The agency said the person was in close contact with infected birds and there was no evidence of further transmission.

“The person acquired the infection from very close, regular contact with a large number of infected birds, which they kept in and around their home for long periods of time,” UKHSA said.

“All the contacts of the person including those who visited the premises have been traced and there is no evidence of further spread of the infection to anyone else. The person is currently fine and is self-isolating. The risk to the wider public from avian flu is very small.”

According to the UKHSA, some strains of bird flu can be passed from birds to people, but this is extremely rare.

It usually requires close contact with an infected bird, so the risk to humans is generally thought to be very low.

The organization said human-to-human transmission of bird flu is also very rare.

The case came after the Animal and Plant Health Agency (APHA) identified an outbreak of the H5N1 strain of bird flu in flocks.

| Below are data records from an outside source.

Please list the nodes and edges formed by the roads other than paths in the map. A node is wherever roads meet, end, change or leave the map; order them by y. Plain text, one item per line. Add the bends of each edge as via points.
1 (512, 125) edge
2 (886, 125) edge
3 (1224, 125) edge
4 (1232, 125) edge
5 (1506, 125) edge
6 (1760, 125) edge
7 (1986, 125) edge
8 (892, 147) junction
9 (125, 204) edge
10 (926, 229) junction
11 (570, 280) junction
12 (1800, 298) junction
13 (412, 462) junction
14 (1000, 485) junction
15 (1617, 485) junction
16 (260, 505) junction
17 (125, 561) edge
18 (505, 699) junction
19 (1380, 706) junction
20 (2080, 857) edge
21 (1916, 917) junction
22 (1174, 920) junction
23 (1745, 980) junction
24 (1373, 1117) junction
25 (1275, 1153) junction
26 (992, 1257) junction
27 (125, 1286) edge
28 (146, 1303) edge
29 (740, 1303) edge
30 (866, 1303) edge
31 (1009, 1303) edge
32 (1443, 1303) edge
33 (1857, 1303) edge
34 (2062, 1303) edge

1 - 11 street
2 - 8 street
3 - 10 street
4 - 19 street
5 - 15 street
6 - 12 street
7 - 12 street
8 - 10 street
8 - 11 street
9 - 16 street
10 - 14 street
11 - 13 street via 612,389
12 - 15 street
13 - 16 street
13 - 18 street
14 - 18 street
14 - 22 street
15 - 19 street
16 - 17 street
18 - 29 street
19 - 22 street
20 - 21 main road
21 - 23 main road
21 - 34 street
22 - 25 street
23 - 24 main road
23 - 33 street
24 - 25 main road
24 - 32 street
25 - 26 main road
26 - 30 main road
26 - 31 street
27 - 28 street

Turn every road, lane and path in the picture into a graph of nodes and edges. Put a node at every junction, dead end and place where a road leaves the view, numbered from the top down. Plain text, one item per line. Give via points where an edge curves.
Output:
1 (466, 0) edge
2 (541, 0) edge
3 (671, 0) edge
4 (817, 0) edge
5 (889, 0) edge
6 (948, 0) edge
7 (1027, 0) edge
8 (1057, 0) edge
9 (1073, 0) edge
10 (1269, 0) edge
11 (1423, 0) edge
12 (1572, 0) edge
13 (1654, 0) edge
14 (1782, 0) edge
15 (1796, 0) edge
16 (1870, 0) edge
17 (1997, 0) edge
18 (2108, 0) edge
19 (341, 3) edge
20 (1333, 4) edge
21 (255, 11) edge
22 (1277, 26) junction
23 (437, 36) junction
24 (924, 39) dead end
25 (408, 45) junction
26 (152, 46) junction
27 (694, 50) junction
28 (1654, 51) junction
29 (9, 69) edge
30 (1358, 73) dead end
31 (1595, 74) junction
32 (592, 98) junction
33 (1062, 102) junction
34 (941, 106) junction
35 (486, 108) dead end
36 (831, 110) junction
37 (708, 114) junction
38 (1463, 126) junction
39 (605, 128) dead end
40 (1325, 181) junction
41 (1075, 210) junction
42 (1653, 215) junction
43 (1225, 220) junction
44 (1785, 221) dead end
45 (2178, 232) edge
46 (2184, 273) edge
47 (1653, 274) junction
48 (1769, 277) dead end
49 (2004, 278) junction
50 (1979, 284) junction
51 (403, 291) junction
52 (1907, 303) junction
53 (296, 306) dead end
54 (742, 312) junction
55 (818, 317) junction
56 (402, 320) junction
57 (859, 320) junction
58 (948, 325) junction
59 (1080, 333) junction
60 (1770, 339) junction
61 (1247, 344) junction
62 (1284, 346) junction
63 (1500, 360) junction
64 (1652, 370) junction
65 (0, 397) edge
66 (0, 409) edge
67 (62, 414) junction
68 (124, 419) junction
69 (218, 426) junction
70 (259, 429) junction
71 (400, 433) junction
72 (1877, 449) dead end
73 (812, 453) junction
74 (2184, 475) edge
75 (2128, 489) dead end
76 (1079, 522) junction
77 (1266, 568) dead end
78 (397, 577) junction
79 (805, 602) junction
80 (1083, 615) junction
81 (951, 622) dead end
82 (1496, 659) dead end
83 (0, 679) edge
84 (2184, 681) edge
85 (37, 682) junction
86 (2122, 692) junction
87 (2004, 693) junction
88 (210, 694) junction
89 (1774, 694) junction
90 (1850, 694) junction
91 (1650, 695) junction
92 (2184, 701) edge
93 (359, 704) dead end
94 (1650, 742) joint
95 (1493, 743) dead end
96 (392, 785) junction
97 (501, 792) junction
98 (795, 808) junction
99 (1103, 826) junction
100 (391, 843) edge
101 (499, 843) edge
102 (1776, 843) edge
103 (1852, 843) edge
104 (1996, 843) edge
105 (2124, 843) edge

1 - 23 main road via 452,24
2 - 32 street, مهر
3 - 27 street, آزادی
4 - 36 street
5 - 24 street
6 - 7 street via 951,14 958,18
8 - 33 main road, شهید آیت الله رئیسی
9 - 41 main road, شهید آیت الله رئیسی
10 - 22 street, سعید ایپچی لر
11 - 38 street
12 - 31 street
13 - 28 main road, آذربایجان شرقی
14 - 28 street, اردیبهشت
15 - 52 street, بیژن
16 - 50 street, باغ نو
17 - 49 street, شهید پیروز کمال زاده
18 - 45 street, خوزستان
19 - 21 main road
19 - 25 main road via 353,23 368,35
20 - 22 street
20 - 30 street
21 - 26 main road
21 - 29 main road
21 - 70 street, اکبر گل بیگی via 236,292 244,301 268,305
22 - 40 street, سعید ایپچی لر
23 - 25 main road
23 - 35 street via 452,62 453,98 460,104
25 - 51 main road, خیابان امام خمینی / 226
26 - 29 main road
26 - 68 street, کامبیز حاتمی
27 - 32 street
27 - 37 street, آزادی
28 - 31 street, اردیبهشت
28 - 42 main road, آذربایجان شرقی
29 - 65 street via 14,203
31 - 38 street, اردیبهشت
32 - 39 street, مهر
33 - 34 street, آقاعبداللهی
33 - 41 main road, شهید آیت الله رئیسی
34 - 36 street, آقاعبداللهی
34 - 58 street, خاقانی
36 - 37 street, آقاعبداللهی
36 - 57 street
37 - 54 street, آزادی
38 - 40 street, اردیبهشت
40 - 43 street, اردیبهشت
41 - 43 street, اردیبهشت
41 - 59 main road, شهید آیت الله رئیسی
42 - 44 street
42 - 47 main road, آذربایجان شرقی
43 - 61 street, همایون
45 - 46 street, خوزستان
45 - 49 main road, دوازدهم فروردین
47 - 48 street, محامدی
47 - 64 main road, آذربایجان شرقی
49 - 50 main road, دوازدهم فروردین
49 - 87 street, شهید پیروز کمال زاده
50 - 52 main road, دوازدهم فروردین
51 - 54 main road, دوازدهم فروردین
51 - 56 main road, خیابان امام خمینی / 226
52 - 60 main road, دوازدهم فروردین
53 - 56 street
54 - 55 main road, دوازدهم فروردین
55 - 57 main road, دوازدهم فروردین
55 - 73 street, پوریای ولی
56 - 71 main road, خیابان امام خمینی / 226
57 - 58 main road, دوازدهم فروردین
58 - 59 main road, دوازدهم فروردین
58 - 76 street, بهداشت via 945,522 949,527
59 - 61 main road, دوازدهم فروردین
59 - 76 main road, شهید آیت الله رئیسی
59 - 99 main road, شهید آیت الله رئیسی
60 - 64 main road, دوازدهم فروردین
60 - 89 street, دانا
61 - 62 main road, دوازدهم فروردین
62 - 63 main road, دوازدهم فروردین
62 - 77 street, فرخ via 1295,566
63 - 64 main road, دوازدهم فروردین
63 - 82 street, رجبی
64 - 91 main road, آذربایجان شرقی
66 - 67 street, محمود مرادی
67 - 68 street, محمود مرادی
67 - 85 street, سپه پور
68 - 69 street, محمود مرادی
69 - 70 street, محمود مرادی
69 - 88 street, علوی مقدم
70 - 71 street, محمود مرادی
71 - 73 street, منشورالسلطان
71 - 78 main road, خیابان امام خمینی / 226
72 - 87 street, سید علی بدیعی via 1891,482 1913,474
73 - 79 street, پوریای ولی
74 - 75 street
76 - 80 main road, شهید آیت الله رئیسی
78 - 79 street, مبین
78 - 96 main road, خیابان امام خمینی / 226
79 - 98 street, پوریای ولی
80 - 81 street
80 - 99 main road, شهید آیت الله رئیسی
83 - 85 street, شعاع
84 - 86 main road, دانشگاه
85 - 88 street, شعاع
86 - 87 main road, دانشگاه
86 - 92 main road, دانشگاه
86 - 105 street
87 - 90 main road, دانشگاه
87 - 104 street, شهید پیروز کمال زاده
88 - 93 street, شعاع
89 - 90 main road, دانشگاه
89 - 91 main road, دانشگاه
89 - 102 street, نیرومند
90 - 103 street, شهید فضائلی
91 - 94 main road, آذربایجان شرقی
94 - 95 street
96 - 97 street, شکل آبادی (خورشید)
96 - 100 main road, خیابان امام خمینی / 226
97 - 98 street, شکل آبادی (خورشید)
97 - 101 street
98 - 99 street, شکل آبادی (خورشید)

All infected birds have been killed.

As a precaution, the UKHSA swabbed the person involved and detected low levels of flu.

Further laboratory analysis revealed that the virus was the type “H5” found in birds.

The UKHSA said that, at this point, it is not possible to confirm that this is an H5N1 infection (the strain that is currently circulating in birds in the UK).

But the UKHSA has informed the World Health Organization (WHO) as a precaution.

It said it was the first human case of the strain in the UK, although cases have been reported elsewhere globally.

Professor Isabel Oliver, UKHSA’s Chief Scientific Officer, said: “While the risk of avian flu to the general public is very small, we know that some strains have the potential to spread to humans and so we have robust systems in place to prevent these early. can be detected and action taken.